Anarchism and The Second Amendment

A request from Fellow blogger Fearless has me contemplating how Anarchists view the second amendment. It would be all to easy to say that Anarchists support it outright. Although many of us do in fact support it, and the various interpretations of it, that is simply too easy of an answer. So let's begin with some basics.

The second amendment states:

Amendment II

A well regulated militia, being necessary to the security of a free state, the right of the people to keep and bear arms, shall not be infringed.
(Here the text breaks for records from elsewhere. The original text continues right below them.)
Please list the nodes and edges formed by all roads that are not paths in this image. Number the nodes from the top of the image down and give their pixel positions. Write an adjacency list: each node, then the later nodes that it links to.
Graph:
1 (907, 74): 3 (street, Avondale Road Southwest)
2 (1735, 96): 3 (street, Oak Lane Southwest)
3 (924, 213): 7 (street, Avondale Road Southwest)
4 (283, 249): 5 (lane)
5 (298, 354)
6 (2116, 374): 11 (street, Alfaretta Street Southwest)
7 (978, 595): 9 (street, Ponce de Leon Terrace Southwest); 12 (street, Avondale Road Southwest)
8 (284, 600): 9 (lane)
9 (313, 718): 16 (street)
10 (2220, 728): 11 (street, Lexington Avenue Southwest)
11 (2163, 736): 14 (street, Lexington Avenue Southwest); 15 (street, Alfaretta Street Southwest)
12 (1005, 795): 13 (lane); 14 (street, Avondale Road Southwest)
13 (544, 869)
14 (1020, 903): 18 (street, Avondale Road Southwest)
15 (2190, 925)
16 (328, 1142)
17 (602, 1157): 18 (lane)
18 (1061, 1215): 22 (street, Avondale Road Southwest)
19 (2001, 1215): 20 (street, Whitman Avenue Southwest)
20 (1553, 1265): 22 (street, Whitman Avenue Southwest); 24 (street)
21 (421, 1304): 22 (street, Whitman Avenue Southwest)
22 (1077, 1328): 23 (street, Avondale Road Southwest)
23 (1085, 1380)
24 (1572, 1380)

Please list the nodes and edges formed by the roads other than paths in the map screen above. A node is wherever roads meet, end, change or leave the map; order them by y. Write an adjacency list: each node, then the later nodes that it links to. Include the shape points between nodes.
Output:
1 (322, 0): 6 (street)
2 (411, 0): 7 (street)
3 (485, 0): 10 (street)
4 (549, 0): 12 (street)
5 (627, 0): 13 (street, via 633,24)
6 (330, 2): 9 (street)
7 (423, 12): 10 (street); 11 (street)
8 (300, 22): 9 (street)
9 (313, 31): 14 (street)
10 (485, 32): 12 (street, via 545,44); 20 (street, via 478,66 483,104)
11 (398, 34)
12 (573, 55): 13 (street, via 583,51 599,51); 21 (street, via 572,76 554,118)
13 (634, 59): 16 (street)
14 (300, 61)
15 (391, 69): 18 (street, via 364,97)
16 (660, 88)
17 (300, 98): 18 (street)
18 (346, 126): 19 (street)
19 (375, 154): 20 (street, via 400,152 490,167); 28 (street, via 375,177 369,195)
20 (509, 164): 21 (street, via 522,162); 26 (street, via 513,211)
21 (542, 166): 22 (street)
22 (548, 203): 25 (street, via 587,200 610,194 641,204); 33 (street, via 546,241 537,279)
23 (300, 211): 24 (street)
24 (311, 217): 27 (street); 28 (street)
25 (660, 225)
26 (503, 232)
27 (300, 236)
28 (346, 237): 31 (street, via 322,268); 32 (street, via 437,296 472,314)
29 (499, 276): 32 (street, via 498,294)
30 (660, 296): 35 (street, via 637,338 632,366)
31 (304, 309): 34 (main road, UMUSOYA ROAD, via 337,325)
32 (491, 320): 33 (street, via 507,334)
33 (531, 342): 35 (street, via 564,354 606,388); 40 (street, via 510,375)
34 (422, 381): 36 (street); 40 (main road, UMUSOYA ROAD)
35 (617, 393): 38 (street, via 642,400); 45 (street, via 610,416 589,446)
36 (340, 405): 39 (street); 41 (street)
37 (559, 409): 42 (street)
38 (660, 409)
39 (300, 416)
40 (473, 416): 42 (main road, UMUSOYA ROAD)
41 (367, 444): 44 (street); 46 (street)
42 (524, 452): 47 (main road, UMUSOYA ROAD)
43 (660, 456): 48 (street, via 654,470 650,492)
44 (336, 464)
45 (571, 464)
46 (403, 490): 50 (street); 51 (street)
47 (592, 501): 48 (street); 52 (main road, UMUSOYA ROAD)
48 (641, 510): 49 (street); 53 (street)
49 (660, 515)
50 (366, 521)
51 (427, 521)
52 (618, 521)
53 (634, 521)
One would think that the amendment itself is rather clear cut, but for years the debate has been ferocious. The original intent of our forefathers is unclear. While states had militias, and rag-tag militias were created at different points in history, the amendment would seem to encourage the arming of actual military personnel. At the time it was written, that would be the people, but in today's world, that would be a professional military. The other argument for a regulated right to bear arms focuses on the type of weapon being bought and used. Some argue that many modern day weapons were never intended to be used by the general public, and so should be highly regulated or outright banned for personal use.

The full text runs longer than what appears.